Tampak sekali bahwa Ibn Khaldun sebagai Ahli Sunah, menyalahkan sufi-sufi yang mengatakan tentang kesatuan. Karena mereka mengatakan hal itu beranjak dari kondisi fana’ dan kesatuan. Maka kritikannya tersebut seirama dengan kritikan al-Ghozali dan sufi-sufi ahli sunah lainnya.
            Sedangkan apa ayang disebutkan oleh-oleh sufi-sufi falsafi tentang karomah, Ibn Khaldun tidak mengingkarinya. Karomah seperti berita tentang hari esok dan kemampuannya merubah ssesuatu, adalah benar dan tidak diingkari. Sehingga sebagian ulama seperti Abu Ishak al-Asfirayini yang mengingkari karomah tersebut, menuruut Ibn Khaldun adalah tidak benar.

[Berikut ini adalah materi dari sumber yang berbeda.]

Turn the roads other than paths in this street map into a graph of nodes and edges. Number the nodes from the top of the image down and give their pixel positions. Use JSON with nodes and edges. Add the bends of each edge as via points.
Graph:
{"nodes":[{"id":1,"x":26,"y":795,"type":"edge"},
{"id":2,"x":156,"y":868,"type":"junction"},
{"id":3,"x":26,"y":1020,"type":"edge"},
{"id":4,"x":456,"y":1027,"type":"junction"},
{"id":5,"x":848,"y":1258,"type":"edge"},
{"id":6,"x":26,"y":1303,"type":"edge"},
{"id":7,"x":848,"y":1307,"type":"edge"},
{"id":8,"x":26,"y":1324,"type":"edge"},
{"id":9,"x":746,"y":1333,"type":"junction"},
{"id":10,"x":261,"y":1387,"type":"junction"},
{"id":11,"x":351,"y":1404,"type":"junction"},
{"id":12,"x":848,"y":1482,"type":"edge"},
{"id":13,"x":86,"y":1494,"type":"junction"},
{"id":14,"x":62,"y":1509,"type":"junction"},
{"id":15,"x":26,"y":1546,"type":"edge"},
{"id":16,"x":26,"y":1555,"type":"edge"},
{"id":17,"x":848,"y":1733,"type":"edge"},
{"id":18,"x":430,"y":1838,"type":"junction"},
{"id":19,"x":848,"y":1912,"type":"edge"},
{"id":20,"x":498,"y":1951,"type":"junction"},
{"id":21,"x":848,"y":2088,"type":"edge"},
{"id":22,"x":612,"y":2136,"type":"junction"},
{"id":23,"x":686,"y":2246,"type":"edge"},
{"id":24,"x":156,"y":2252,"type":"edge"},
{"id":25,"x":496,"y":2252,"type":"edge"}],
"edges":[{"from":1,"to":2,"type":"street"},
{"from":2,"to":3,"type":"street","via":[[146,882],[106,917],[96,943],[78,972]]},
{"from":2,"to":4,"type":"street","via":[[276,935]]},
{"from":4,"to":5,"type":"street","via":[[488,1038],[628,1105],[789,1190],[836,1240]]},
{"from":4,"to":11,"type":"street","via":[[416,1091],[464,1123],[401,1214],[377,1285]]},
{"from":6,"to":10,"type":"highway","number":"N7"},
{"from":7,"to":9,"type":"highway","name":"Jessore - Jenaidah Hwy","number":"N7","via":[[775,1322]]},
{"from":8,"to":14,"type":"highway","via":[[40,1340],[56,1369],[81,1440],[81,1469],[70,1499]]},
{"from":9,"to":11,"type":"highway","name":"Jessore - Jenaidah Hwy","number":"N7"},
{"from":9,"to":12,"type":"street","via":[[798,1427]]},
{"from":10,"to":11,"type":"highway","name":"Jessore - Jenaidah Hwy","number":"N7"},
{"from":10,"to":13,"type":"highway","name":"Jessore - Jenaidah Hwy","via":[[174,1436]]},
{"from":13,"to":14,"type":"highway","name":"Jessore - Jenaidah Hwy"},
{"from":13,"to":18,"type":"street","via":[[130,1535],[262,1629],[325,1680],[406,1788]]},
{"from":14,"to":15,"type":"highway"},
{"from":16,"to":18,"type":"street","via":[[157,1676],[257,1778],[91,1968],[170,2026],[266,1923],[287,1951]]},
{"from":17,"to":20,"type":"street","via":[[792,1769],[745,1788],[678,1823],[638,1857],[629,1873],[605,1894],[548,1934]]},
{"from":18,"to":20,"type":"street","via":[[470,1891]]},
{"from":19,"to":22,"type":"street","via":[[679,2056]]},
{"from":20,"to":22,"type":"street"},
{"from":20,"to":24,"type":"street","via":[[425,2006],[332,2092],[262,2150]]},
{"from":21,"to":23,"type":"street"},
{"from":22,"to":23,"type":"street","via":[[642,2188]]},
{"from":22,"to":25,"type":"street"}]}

            Namun para sufi falsafi beranggapan bahwa kemampuan merubah-rubah alam adalah dibangun atas dasar sebuah ilmu tersendiri, yaitu ilmu tentang nama-nama dan huruf-huruf. Ibn Arabi, Ibn Sab’in dan selain keduanya telah menulis keilmuan semacam itu. Perbedaan antara mereka dengan sufi-sufi suni yang semasa dengannya semisal Syadzaliyah adalah sangat besar. Misalnya adalah Ibn Atha’illah al-Iskandan yang membangun sebuah pemikiran tentang zuhud dan karomah, menganggap bahwa itu tidak menunjukkan sebuah kesempurnaan tasawuf.
            Oleh karena itu, kami menemukan Ibn Khaldun sendiri memuji sufi-sufi yang ditulis dalam risalah Qusyairiyah yang mempunyai kecendrungan Suni, karena pensuri tauladan mereka terhadap para sahabat: “para sahabat dan pembesar-pembesar salaf banyak yang memiliki karomah. Itu merupakan hal yang telah dikenal dalam kalangan memiliki karomah. Itu merupakan hal yang telah dikenal dalam kalangan mereka.. para  sufi terdahulu yang tertulis dalam kitab Risalah Qusyairiyah merupakan pemuka-pemuka dalam agama ini.. mereka tidak antusias untuk menguak sebuah hijab (tirai penghalang), dan juga untuk mendapatkan Khawariqul Adah (kemampuan melampaui hukum-hukum alam). Konsentrasi mereka adalah mengikuti dan mensuri tauladani semampu mungkin. Barang siapa yang menawarkan Karomah dan Khawariqul Adah, maka mereka pastui menolak, dan menghindarinya. Mereka menganggap bahwa itu merupakan salah satu dari rintangan-rintangan dan cobaan.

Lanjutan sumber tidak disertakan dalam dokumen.